Records excerpted from a collection
.....

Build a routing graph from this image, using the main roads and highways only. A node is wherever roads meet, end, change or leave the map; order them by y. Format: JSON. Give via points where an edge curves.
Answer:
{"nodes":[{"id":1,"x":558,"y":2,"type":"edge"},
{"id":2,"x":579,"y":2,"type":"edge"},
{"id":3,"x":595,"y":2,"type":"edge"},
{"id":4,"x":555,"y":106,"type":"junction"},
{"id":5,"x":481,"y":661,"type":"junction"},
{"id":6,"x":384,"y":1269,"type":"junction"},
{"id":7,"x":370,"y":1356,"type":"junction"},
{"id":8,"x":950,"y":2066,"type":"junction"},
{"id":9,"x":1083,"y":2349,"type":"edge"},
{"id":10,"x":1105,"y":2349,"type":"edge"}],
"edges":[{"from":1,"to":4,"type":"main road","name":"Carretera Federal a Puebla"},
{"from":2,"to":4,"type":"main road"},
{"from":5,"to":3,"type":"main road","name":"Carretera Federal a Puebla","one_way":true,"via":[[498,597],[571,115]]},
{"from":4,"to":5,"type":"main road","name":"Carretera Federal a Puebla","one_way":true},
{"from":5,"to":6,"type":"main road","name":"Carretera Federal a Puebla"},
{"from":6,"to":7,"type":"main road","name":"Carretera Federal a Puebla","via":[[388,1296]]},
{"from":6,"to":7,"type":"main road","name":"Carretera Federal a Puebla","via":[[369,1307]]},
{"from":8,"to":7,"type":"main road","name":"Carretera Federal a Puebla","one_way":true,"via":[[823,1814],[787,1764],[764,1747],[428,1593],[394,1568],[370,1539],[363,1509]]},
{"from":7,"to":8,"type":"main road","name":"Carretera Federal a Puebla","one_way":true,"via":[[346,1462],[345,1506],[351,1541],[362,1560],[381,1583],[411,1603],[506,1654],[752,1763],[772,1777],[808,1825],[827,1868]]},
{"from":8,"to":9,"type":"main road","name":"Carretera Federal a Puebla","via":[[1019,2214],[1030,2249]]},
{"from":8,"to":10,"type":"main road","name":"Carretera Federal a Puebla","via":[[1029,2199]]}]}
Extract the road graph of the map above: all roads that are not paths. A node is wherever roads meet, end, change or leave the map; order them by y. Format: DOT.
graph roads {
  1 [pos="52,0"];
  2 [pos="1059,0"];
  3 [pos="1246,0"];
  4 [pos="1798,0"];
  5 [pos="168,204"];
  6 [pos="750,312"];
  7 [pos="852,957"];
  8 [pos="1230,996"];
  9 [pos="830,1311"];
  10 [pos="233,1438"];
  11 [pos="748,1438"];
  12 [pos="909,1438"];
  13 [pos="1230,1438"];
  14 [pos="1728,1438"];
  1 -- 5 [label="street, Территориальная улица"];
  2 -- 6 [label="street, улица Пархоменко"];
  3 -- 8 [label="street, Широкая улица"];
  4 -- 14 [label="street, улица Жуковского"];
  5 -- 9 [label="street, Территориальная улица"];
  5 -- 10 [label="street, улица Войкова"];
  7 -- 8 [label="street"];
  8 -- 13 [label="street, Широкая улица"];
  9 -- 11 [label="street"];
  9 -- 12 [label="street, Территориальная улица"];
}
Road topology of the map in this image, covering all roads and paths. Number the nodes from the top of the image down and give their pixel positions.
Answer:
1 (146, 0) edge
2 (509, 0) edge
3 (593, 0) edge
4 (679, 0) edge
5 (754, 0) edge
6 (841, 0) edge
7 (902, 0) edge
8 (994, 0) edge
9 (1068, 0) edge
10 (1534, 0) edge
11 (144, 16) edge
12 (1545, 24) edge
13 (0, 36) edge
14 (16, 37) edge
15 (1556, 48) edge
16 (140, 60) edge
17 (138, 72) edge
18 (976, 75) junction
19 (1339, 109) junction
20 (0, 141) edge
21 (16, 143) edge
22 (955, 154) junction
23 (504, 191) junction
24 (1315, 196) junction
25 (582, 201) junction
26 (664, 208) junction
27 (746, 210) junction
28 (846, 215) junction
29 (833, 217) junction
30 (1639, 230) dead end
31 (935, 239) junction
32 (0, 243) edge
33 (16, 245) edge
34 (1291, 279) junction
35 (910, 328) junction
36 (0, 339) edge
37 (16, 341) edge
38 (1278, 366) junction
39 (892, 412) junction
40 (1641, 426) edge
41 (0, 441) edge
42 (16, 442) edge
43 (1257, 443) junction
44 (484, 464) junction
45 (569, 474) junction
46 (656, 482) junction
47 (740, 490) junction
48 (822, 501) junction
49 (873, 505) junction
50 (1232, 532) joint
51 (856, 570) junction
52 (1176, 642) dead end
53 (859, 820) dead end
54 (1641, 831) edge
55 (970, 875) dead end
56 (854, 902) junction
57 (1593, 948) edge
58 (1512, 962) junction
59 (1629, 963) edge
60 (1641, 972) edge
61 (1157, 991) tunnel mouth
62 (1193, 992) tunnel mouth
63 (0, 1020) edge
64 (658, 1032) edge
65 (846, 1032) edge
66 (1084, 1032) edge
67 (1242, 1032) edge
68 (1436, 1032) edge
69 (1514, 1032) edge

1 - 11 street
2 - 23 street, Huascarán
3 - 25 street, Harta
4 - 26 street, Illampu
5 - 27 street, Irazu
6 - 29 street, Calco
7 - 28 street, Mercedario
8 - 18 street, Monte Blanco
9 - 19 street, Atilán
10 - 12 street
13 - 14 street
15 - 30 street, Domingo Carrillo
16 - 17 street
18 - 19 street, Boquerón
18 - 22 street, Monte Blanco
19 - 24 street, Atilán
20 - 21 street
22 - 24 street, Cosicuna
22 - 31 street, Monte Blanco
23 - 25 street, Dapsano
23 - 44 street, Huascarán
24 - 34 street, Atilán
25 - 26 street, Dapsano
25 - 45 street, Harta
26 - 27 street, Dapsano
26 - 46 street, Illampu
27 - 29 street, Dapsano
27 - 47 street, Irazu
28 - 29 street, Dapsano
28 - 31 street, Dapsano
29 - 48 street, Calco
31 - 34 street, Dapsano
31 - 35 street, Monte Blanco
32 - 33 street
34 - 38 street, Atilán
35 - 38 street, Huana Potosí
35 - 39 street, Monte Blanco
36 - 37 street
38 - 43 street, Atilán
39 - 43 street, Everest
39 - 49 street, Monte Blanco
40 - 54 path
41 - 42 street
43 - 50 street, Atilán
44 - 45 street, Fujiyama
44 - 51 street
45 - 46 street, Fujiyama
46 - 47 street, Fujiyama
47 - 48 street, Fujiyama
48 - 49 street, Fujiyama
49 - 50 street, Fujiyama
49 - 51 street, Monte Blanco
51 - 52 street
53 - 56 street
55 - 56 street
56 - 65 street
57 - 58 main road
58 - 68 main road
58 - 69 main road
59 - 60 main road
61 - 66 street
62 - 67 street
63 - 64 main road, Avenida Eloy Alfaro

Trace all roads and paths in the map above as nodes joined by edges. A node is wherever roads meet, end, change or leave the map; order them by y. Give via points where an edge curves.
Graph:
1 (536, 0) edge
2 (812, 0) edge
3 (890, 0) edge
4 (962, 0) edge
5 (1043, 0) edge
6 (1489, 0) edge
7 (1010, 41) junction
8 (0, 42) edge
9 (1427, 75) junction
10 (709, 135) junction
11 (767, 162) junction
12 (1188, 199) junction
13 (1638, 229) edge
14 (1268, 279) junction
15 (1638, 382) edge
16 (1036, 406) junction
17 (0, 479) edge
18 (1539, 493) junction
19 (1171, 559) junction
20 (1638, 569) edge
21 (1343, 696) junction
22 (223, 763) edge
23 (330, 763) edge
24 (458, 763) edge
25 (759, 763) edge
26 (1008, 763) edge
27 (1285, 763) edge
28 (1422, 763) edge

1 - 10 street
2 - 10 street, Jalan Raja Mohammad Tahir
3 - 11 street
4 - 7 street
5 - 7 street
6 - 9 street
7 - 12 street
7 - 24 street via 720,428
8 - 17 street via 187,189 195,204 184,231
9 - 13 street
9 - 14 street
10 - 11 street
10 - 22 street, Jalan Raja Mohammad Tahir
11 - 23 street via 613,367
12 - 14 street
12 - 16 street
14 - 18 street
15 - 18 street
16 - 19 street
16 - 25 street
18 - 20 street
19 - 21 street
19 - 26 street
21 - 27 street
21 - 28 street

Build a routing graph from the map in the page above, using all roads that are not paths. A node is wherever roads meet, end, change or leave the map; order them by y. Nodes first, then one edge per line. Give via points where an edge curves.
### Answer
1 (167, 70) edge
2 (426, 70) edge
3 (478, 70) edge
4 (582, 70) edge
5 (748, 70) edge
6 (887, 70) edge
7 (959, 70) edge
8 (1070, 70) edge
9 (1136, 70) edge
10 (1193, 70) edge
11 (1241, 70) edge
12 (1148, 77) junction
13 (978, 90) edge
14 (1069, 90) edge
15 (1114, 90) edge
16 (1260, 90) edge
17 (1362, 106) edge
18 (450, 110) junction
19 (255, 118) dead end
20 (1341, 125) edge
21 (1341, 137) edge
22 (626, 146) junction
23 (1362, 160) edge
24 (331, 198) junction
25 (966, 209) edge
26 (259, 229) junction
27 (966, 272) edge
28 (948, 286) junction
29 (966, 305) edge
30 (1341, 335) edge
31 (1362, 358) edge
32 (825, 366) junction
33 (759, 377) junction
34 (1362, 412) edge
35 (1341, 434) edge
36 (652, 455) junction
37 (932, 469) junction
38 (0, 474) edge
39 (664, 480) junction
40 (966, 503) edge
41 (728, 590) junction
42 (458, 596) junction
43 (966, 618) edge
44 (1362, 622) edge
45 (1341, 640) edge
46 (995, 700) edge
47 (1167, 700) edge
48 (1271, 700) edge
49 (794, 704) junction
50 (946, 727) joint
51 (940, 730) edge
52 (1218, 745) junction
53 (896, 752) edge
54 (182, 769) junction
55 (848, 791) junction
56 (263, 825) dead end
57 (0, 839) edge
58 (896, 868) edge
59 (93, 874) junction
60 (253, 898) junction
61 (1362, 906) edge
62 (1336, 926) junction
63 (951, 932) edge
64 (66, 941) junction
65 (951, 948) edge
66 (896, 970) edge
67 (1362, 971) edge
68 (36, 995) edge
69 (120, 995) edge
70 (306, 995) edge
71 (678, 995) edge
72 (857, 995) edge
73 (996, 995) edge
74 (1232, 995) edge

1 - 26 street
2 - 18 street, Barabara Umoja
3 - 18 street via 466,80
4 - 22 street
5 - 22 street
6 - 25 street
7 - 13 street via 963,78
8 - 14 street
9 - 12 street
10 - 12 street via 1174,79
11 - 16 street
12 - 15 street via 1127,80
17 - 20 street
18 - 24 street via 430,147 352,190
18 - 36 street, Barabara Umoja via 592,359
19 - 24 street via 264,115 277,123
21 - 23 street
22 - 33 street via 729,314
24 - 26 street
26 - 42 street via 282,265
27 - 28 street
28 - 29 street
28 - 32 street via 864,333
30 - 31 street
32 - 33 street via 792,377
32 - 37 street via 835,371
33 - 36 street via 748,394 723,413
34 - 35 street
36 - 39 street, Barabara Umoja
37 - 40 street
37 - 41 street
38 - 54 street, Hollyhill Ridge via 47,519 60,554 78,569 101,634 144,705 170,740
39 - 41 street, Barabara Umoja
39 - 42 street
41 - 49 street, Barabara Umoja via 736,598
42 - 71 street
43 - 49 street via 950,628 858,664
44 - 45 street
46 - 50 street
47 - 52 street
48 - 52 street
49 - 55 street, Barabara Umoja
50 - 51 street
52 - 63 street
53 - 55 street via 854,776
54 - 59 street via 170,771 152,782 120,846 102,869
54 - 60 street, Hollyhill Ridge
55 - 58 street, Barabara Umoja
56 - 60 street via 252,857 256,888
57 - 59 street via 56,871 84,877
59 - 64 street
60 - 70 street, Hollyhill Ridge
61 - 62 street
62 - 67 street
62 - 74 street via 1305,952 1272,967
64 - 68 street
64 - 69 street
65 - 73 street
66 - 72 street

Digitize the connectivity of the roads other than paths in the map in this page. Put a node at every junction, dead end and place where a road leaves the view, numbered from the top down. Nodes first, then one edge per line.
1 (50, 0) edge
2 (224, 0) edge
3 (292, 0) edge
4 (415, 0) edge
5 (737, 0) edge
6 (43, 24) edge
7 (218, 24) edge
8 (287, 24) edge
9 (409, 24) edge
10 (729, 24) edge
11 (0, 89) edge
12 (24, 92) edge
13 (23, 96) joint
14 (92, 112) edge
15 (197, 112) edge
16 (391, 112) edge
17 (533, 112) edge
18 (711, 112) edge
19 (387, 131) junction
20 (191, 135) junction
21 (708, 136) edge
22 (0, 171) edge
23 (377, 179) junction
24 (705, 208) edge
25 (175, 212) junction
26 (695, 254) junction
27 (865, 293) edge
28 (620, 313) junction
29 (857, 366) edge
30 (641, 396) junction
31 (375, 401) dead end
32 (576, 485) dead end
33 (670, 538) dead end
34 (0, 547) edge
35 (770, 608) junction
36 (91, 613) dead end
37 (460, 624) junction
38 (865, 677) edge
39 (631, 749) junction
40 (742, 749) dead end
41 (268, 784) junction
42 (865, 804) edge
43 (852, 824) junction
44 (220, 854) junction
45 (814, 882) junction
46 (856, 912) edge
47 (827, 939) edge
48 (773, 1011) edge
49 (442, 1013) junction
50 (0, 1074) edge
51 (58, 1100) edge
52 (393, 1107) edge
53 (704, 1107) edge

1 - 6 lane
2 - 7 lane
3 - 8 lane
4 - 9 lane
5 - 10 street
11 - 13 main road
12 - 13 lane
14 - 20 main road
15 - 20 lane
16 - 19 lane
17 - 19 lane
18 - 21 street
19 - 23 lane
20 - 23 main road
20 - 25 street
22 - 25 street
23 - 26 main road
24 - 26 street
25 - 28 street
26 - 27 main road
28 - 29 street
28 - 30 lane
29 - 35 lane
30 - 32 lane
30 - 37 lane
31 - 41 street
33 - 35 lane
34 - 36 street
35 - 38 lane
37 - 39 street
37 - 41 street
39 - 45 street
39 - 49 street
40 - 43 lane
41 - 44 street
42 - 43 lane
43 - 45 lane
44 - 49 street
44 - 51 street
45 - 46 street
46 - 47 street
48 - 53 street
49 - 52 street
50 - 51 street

.....

### Your goal
From the entries above, return exactly the line containing "Extract the road", the line containing "Road topology of", and all lines between, and nothing else.

### Answer below
Extract the road graph of the map above: all roads that are not paths. A node is wherever roads meet, end, change or leave the map; order them by y. Format: DOT.
graph roads {
  1 [pos="52,0"];
  2 [pos="1059,0"];
  3 [pos="1246,0"];
  4 [pos="1798,0"];
  5 [pos="168,204"];
  6 [pos="750,312"];
  7 [pos="852,957"];
  8 [pos="1230,996"];
  9 [pos="830,1311"];
  10 [pos="233,1438"];
  11 [pos="748,1438"];
  12 [pos="909,1438"];
  13 [pos="1230,1438"];
  14 [pos="1728,1438"];
  1 -- 5 [label="street, Территориальная улица"];
  2 -- 6 [label="street, улица Пархоменко"];
  3 -- 8 [label="street, Широкая улица"];
  4 -- 14 [label="street, улица Жуковского"];
  5 -- 9 [label="street, Территориальная улица"];
  5 -- 10 [label="street, улица Войкова"];
  7 -- 8 [label="street"];
  8 -- 13 [label="street, Широкая улица"];
  9 -- 11 [label="street"];
  9 -- 12 [label="street, Территориальная улица"];
}
Road topology of the map in this image, covering all roads and paths. Number the nodes from the top of the image down and give their pixel positions.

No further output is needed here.